Mais le Berger les prit sous sa protection :
De la Brebis, dit-il, la mémoire m'est chère ;
Pauvres infortunés, je serai votre père!
Votre mère vous laissé, et j'en suis caution,
Un légitime bien, le prix de ses services;
Et ce qui vaut mieux, mes amis,
Avec le lait sans doute elle vous a transmis
Ses bonnes qualités, sans mélange de vices.
---
Au fond d'un bois deux Louveteaux,
Grâce aux rapines de leur mère,
Nourris de la chair des Agneaux,
Avaient eu quelques jours un sort assez prospère.

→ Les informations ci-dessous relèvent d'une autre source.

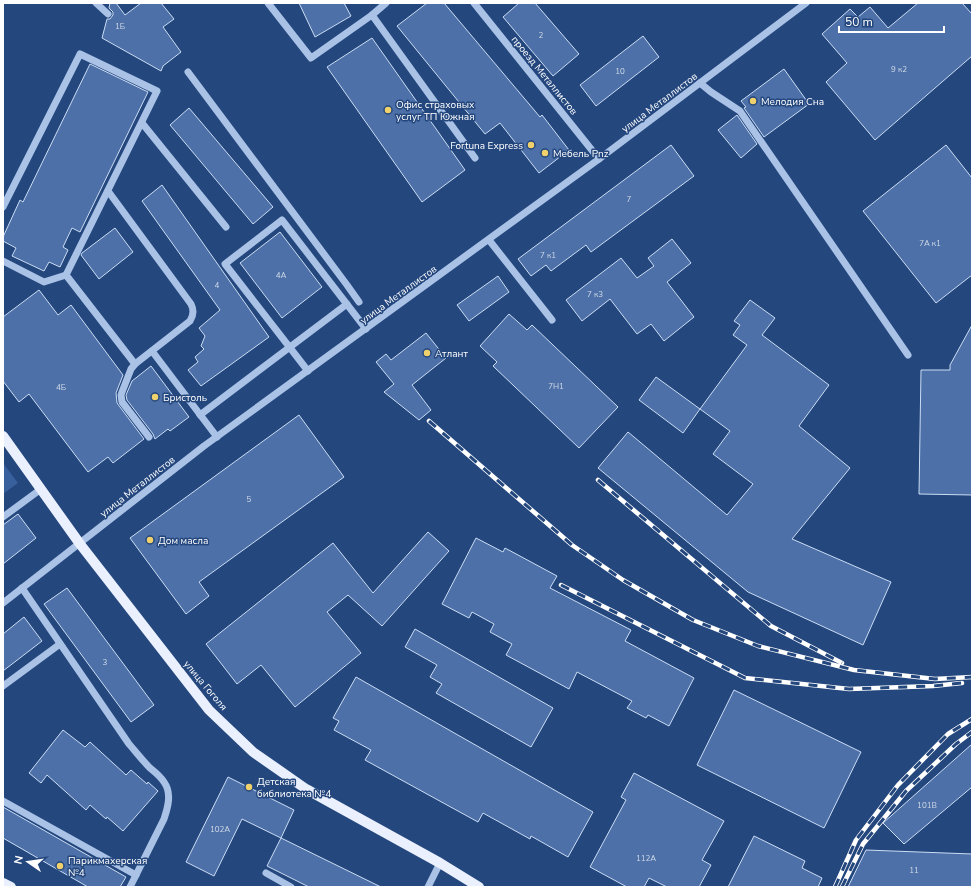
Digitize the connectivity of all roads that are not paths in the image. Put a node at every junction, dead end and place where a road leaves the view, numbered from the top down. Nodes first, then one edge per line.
1 (96, 3) edge
2 (268, 3) edge
3 (474, 3) edge
4 (806, 3) edge
5 (381, 4) edge
6 (108, 14) dead end
7 (372, 15) junction
8 (188, 72) dead end
9 (700, 83) junction
10 (142, 123) junction
11 (475, 158) dead end
12 (600, 159) junction
13 (108, 191) junction
14 (3, 207) edge
15 (226, 227) dead end
16 (488, 240) junction
17 (3, 261) edge
18 (66, 275) junction
19 (359, 302) dead end
20 (347, 304) junction
21 (552, 320) dead end
22 (366, 329) junction
23 (290, 347) junction
24 (152, 351) junction
25 (908, 355) dead end
26 (135, 364) junction
27 (308, 371) junction
28 (200, 415) junction
29 (3, 436) edge
30 (149, 437) dead end
31 (217, 437) junction
32 (41, 489) junction
33 (3, 517) edge
34 (80, 544) junction
35 (22, 588) junction
36 (3, 603) edge
37 (60, 644) junction
38 (3, 686) edge
39 (3, 801) edge
40 (440, 863) junction
41 (266, 873) dead end
42 (136, 875) junction
43 (3, 883) edge
44 (11, 887) edge
45 (130, 887) edge
46 (291, 887) edge
47 (428, 887) edge
48 (479, 887) edge

1 - 6 street
2 - 7 street
3 - 12 street, проезд Металлистов
4 - 9 street, улица Металлистов
5 - 7 street
7 - 11 street
8 - 19 street
9 - 12 street, улица Металлистов
9 - 25 street
10 - 13 street
10 - 14 street
10 - 15 street
12 - 16 street, улица Металлистов
13 - 18 street
13 - 24 street
16 - 21 street
16 - 22 street, улица Металлистов
17 - 18 street
18 - 26 street
20 - 22 street
20 - 23 street
20 - 23 street
22 - 27 street, улица Металлистов
23 - 27 street
23 - 28 street
24 - 26 street
24 - 28 street
26 - 30 street
27 - 31 street, улица Металлистов
28 - 31 street
29 - 32 main road, улица Гоголя
31 - 34 street, улица Металлистов
32 - 33 street
32 - 34 main road, улица Гоголя
34 - 35 street, улица Металлистов
34 - 40 main road, улица Гоголя
35 - 36 street, улица Металлистов
35 - 37 street
37 - 38 street
37 - 42 street
39 - 42 street
40 - 47 street
40 - 48 main road, улица Гоголя
41 - 46 street
42 - 45 street
43 - 44 main road

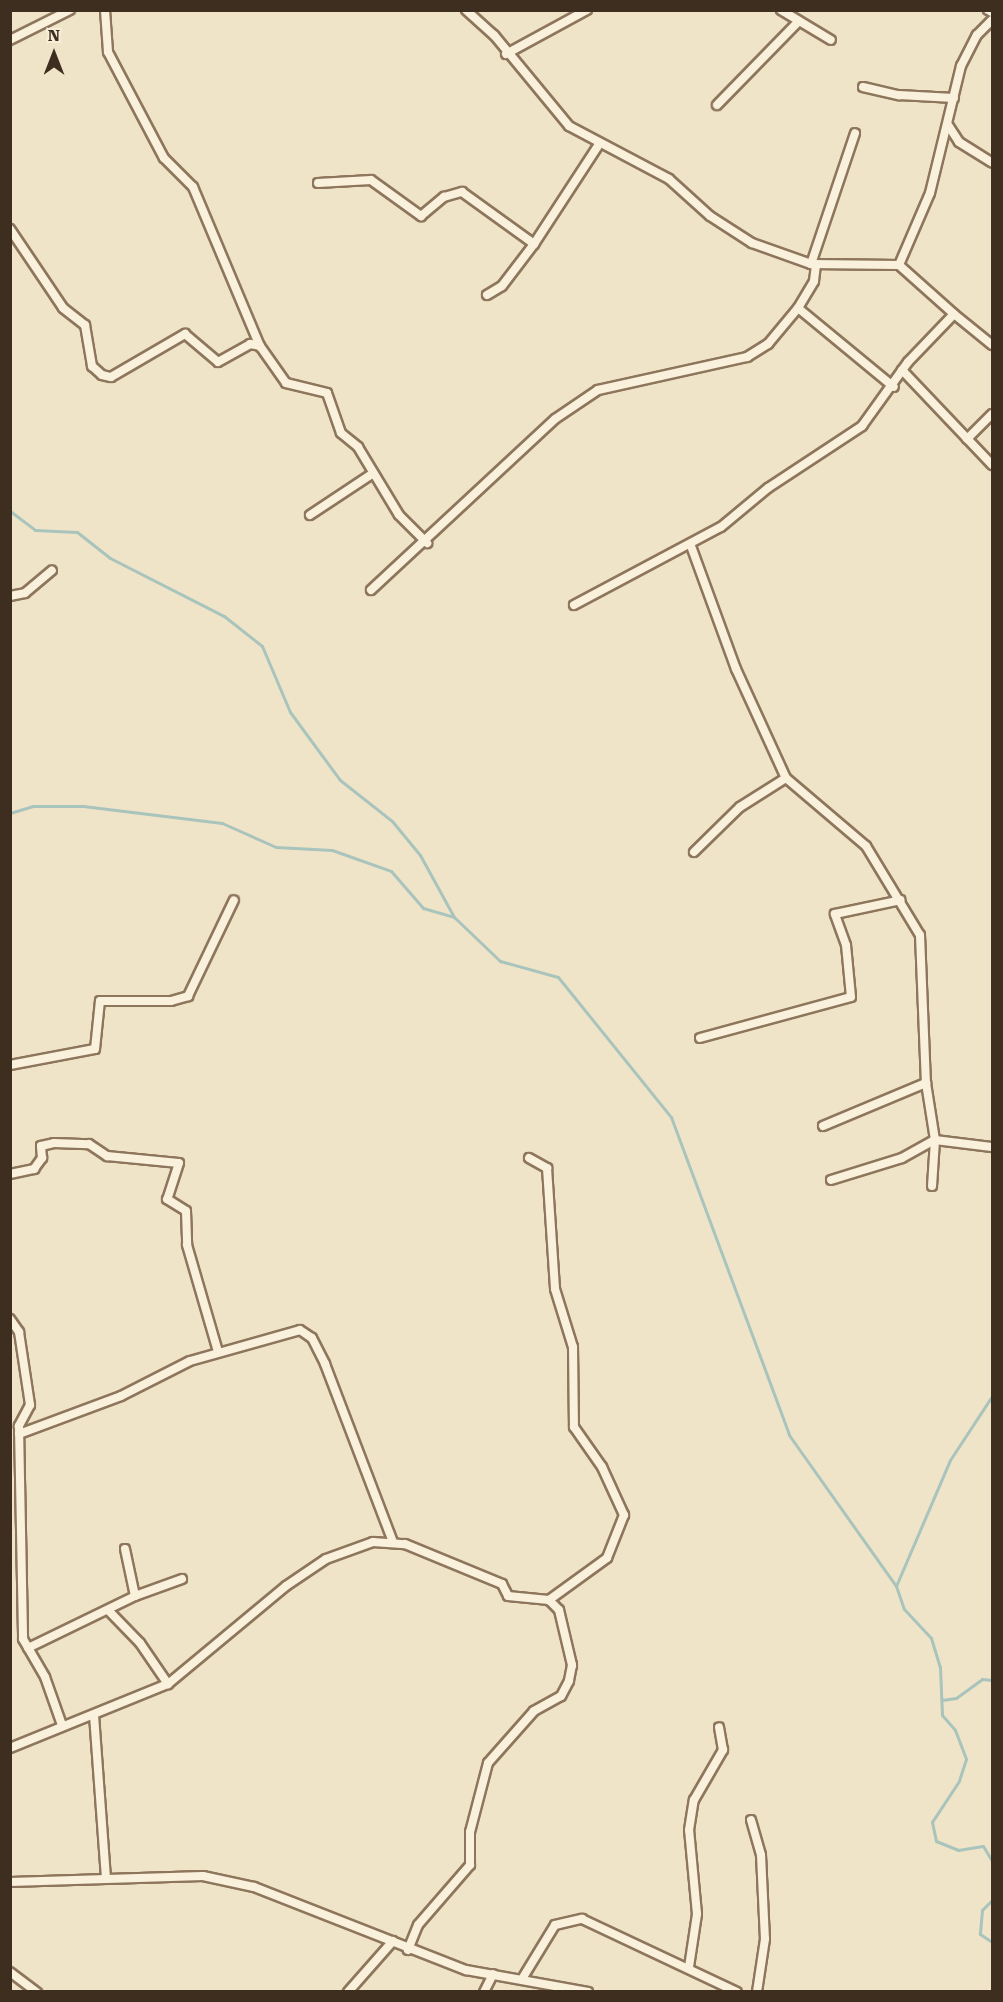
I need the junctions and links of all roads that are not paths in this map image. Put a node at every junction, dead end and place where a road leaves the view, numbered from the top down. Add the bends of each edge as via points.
1 (70, 10) edge
2 (105, 10) edge
3 (466, 10) edge
4 (587, 10) edge
5 (781, 10) edge
6 (988, 10) edge
7 (993, 12) edge
8 (993, 20) edge
9 (799, 21) junction
10 (10, 40) edge
11 (831, 40) dead end
12 (506, 54) junction
13 (863, 87) dead end
14 (954, 98) junction
15 (717, 105) dead end
16 (948, 125) junction
17 (855, 133) dead end
18 (598, 146) junction
19 (993, 164) edge
20 (318, 183) dead end
21 (10, 229) edge
22 (534, 244) junction
23 (814, 264) junction
24 (898, 264) junction
25 (487, 295) dead end
26 (798, 308) junction
27 (954, 314) junction
28 (993, 345) edge
29 (260, 346) junction
30 (902, 370) junction
31 (894, 387) junction
32 (993, 414) edge
33 (967, 439) junction
34 (993, 465) edge
35 (372, 474) junction
36 (310, 515) dead end
37 (427, 543) junction
38 (691, 546) junction
39 (52, 570) dead end
40 (372, 590) dead end
41 (10, 596) edge
42 (574, 605) dead end
43 (786, 778) junction
44 (694, 852) dead end
45 (234, 900) dead end
46 (901, 900) junction
47 (700, 1038) dead end
48 (10, 1065) edge
49 (926, 1083) junction
50 (823, 1126) dead end
51 (935, 1140) junction
52 (993, 1147) edge
53 (529, 1158) dead end
54 (10, 1174) edge
55 (831, 1180) dead end
56 (932, 1186) dead end
57 (10, 1319) edge
58 (218, 1352) junction
59 (19, 1434) junction
60 (393, 1542) junction
61 (125, 1549) dead end
62 (182, 1579) dead end
63 (135, 1596) junction
64 (549, 1600) junction
65 (108, 1610) junction
66 (28, 1648) junction
67 (168, 1684) junction
68 (94, 1715) junction
69 (62, 1725) junction
70 (719, 1726) dead end
71 (10, 1748) edge
72 (751, 1820) dead end
73 (106, 1877) junction
74 (10, 1882) edge
75 (393, 1941) junction
76 (408, 1950) junction
77 (689, 1967) junction
78 (10, 1972) edge
79 (493, 1974) junction
80 (522, 1979) junction
81 (36, 1992) edge
82 (348, 1992) edge
83 (484, 1992) edge
84 (588, 1992) edge
85 (737, 1992) edge
86 (757, 1992) edge

1 - 10 street
2 - 29 street via 108,52 164,158 193,187
3 - 12 street
4 - 12 street
5 - 9 street
6 - 7 street
8 - 14 street via 969,49
9 - 11 street
9 - 15 street
12 - 18 street via 569,126
13 - 14 street via 898,95
14 - 16 street
16 - 19 street via 959,142
16 - 24 street via 930,193
17 - 23 street
18 - 22 street
18 - 23 street via 669,178 710,216 752,243
20 - 22 street via 371,180 421,216 444,197 462,192
21 - 29 street via 63,308 85,325 92,366 102,375 111,377 185,334 218,362 250,344
22 - 25 street via 502,286
23 - 24 street
23 - 26 street via 814,280
24 - 27 street
26 - 31 street
26 - 37 street via 768,344 747,357 598,390 555,420
27 - 28 street
27 - 30 street
29 - 35 street via 286,383 327,393 341,433 358,447
30 - 31 street
30 - 33 street
31 - 38 street via 862,426
32 - 33 street
33 - 34 street
35 - 36 street
35 - 37 street
37 - 40 street
38 - 42 street
38 - 43 street via 736,669
39 - 41 street via 25,593
43 - 44 street via 740,807
43 - 46 street via 866,846
45 - 48 street via 188,996 171,1001 100,1001 95,1049
46 - 47 street via 835,914 846,945 851,997
46 - 49 street via 920,935
49 - 50 street
49 - 51 street
51 - 52 street
51 - 55 street via 902,1158
51 - 56 street
53 - 64 street via 546,1168 555,1289 573,1347 574,1427 602,1467 624,1515 608,1558
54 - 58 street via 29,1173 40,1163 41,1146 54,1143 88,1144 107,1156 179,1163 166,1199 186,1211 192,1267
57 - 59 street via 19,1332 30,1405
58 - 59 street via 72,1417
58 - 60 street via 300,1330 312,1338
59 - 66 street via 23,1639
60 - 64 street via 502,1584 508,1596
60 - 67 street via 373,1542 326,1559 260,1604
61 - 63 street
62 - 63 street
63 - 65 street
64 - 76 street via 559,1610 572,1665 569,1681 561,1696 534,1711 488,1763 471,1832 470,1865 418,1925
65 - 66 street
65 - 67 street
66 - 69 street
67 - 68 street
68 - 69 street
68 - 73 street
69 - 71 street
70 - 77 street via 723,1750 694,1800 689,1830 697,1914
72 - 86 street via 761,1855 764,1916
73 - 74 street
73 - 75 street via 171,1873 254,1887
75 - 76 street
75 - 82 street
76 - 79 street
77 - 80 street via 582,1919 555,1925
77 - 85 street
78 - 81 street
79 - 80 street
79 - 83 street
80 - 84 street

Mais ce bonheur fut passager ;
La cruelle expira sous les coups d'un Berger.
On prétend qu'une Tourterelle,
Voisine du repaire affreux
De ces coupables malheureux,
En apprenant cette nouvelle,
Parut céder encore à la compassion,
Et fit en soupirant cette réflexion :
Votre mère pour vous a commis bien des crimes ;
Elle vous engraissait du sang de ses victimes,
La malheureuse !... Elle n'est plus,
Et vous laisse en mourant un funeste héritage !...
Taisez-vous, orphelins!... Vos cris sont superflus,
Et des Bergers vengeurs ils réveillent la rage!